• Assignment
Where the word "South" shows up in the entries below, please copy the whole line.
[[ Given records open ]]
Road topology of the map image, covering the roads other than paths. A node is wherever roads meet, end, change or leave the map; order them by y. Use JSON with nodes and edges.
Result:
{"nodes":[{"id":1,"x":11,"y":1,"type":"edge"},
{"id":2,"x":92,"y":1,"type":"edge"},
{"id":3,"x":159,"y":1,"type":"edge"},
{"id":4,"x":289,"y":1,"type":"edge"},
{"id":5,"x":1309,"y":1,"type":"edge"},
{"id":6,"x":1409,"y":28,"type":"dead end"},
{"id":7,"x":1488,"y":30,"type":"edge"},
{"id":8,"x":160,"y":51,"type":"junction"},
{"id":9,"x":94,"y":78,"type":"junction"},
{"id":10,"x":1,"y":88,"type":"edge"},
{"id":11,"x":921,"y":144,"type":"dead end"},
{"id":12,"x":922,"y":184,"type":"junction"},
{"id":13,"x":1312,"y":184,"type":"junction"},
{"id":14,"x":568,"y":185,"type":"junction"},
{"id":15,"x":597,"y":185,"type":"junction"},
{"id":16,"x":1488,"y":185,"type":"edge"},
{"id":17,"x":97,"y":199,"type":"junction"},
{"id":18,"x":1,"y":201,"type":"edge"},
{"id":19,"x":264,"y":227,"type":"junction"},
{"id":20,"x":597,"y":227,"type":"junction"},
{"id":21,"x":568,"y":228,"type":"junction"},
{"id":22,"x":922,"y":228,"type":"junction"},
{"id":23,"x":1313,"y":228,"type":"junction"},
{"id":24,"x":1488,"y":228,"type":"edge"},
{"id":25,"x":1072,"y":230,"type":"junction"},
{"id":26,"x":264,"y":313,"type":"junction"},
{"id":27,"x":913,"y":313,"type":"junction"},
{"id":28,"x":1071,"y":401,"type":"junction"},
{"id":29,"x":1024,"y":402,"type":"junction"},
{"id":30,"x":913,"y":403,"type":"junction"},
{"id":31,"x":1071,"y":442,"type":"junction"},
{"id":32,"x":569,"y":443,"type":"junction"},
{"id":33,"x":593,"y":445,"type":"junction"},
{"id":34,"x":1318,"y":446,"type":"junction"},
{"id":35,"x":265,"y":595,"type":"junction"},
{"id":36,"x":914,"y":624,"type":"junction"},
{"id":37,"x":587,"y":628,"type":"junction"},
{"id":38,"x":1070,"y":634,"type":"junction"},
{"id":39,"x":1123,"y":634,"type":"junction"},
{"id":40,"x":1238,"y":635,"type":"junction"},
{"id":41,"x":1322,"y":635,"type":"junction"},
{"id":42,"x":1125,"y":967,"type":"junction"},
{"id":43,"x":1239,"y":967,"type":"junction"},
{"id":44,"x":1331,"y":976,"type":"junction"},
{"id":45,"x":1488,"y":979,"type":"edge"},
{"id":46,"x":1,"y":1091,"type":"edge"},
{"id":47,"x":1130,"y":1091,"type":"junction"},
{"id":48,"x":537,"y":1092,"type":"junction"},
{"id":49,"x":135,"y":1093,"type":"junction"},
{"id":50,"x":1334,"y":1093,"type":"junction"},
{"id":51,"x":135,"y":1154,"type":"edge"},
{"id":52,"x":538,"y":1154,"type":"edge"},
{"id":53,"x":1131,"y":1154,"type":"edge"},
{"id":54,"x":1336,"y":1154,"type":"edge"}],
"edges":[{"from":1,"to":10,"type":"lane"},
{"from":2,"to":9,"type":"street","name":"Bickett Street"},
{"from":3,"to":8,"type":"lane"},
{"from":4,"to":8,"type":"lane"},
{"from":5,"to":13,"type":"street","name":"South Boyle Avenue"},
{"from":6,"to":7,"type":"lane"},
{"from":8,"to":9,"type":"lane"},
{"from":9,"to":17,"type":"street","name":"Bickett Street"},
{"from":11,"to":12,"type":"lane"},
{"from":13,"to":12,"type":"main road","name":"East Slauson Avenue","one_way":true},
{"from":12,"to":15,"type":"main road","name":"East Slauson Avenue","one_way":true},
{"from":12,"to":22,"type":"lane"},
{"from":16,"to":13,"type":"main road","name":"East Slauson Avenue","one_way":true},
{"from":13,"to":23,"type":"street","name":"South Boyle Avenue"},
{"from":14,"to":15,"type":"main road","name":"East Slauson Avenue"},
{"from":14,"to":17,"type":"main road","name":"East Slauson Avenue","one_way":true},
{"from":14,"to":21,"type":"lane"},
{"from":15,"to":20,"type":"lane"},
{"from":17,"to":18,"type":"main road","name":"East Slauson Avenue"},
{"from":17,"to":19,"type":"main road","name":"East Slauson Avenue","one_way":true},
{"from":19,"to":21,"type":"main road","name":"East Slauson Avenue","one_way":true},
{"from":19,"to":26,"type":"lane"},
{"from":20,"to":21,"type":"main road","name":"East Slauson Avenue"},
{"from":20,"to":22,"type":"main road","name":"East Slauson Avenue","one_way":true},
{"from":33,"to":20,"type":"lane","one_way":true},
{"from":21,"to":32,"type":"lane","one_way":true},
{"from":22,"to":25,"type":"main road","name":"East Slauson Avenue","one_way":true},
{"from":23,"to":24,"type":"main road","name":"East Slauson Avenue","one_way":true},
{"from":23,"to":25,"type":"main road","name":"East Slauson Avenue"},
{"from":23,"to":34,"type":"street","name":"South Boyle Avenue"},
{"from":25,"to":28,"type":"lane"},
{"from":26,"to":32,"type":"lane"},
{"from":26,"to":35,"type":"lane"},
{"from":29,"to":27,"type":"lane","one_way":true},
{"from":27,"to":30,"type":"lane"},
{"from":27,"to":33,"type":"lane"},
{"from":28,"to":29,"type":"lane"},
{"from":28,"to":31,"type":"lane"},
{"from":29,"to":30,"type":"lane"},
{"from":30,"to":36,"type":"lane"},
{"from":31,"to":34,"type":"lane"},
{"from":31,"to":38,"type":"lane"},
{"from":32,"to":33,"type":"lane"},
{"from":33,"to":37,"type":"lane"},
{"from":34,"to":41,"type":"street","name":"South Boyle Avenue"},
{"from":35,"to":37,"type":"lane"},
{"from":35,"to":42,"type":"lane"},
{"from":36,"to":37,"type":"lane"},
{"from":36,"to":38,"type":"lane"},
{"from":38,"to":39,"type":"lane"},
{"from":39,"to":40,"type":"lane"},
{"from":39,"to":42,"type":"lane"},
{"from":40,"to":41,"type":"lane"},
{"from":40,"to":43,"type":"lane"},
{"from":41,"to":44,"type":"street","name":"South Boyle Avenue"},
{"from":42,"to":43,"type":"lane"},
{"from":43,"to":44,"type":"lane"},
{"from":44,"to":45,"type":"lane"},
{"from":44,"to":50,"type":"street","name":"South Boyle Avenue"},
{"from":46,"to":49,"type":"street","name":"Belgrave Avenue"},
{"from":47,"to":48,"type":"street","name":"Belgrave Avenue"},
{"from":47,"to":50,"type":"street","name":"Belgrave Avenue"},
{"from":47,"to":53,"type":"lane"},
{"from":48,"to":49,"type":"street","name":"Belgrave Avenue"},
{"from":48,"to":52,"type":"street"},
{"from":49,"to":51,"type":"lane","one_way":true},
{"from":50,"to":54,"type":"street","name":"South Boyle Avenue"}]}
[[ Given records closed ]]
• Exercise answer
{"from":5,"to":13,"type":"street","name":"South Boyle Avenue"},
{"from":13,"to":23,"type":"street","name":"South Boyle Avenue"},
{"from":23,"to":34,"type":"street","name":"South Boyle Avenue"},
{"from":34,"to":41,"type":"street","name":"South Boyle Avenue"},
{"from":41,"to":44,"type":"street","name":"South Boyle Avenue"},
{"from":44,"to":50,"type":"street","name":"South Boyle Avenue"},
{"from":50,"to":54,"type":"street","name":"South Boyle Avenue"}]}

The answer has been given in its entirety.